### [TASK INSTRUCTIONS]
Count up the lines below where the word "Cardinal" shows up, and respond with the number alone.

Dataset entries

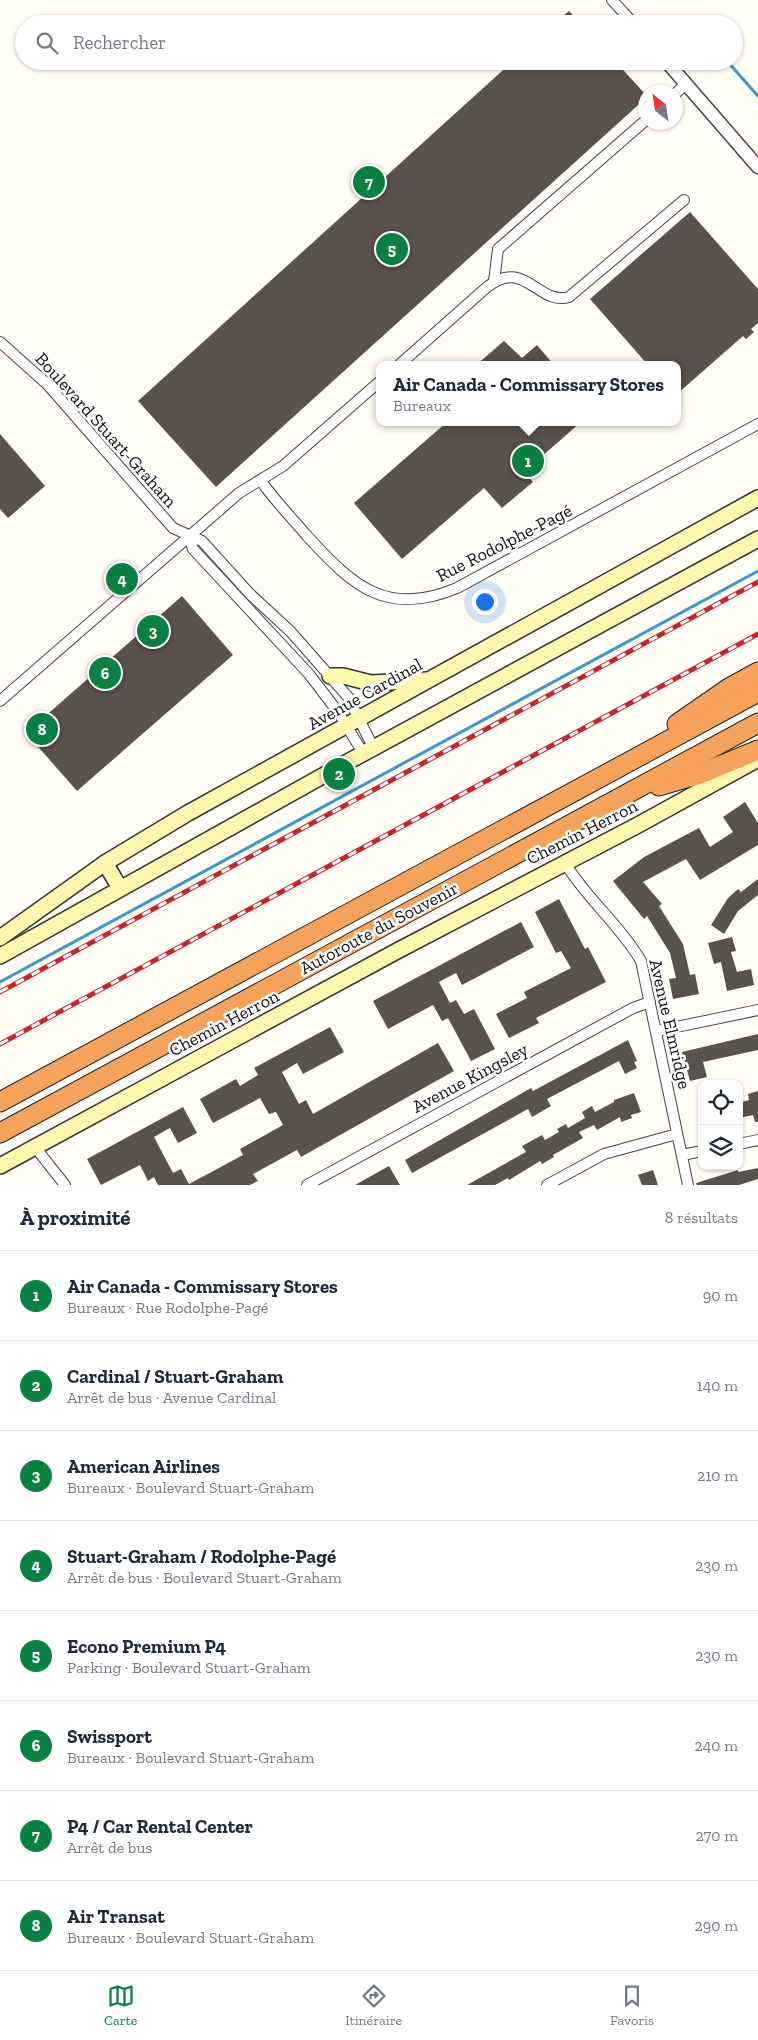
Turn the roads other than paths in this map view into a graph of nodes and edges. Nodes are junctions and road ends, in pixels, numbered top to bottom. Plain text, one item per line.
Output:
1 (612, 0) edge
2 (626, 15) edge
3 (674, 70) edge
4 (686, 84) junction
5 (683, 87) edge
6 (638, 127) edge
7 (758, 167) edge
8 (684, 200) dead end
9 (494, 281) junction
10 (0, 342) edge
11 (403, 361) edge
12 (376, 385) edge
13 (758, 424) edge
14 (261, 481) junction
15 (758, 498) edge
16 (189, 536) junction
17 (758, 539) edge
18 (758, 672) edge
19 (330, 676) junction
20 (430, 680) junction
21 (758, 692) edge
22 (0, 702) edge
23 (352, 722) junction
24 (758, 723) edge
25 (368, 750) junction
26 (758, 750) edge
27 (758, 759) edge
28 (594, 781) junction
29 (622, 797) junction
30 (105, 862) junction
31 (565, 863) junction
32 (120, 888) junction
33 (0, 938) edge
34 (0, 956) edge
35 (650, 1002) junction
36 (758, 1010) edge
37 (657, 1031) junction
38 (0, 1102) edge
39 (0, 1133) edge
40 (677, 1134) junction
41 (758, 1140) edge
42 (743, 1143) edge
43 (35, 1147) junction
44 (698, 1152) edge
45 (682, 1155) junction
46 (0, 1166) edge
47 (66, 1185) edge
48 (307, 1185) edge
49 (547, 1185) edge
50 (688, 1185) edge

1 - 2 street
3 - 4 street
4 - 5 street
4 - 7 street
6 - 9 street
8 - 9 street
9 - 11 street
10 - 16 street, Boulevard Stuart-Graham
12 - 14 street
13 - 14 street, Rue Rodolphe-Pagé
14 - 16 street
15 - 20 main road, Avenue Cardinal
16 - 19 street, Boulevard Stuart-Graham
16 - 22 street
16 - 23 street, Boulevard Stuart-Graham
17 - 25 main road
18 - 28 highway
19 - 20 main road
19 - 23 street, Boulevard Stuart-Graham
20 - 23 main road, Avenue Cardinal
21 - 28 highway, Autoroute du Souvenir
23 - 25 street, Boulevard Stuart-Graham
23 - 30 main road, Avenue Cardinal
24 - 29 highway, Autoroute du Souvenir
25 - 32 main road
26 - 29 highway
27 - 31 main road, Chemin Herron
28 - 38 highway, Autoroute du Souvenir
29 - 39 highway, Autoroute du Souvenir
30 - 32 main road
30 - 33 main road, Avenue Cardinal
31 - 35 street, Avenue Elmridge
31 - 43 main road, Chemin Herron
32 - 34 main road
35 - 37 street, Avenue Elmridge
35 - 48 street, Avenue Kingsley
36 - 37 street
37 - 40 street, Avenue Elmridge
40 - 45 street, Avenue Elmridge
40 - 49 street
41 - 42 street
43 - 46 main road, Chemin Herron
43 - 47 street
44 - 45 street
45 - 50 street, Avenue Elmridge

### [REPLY]
4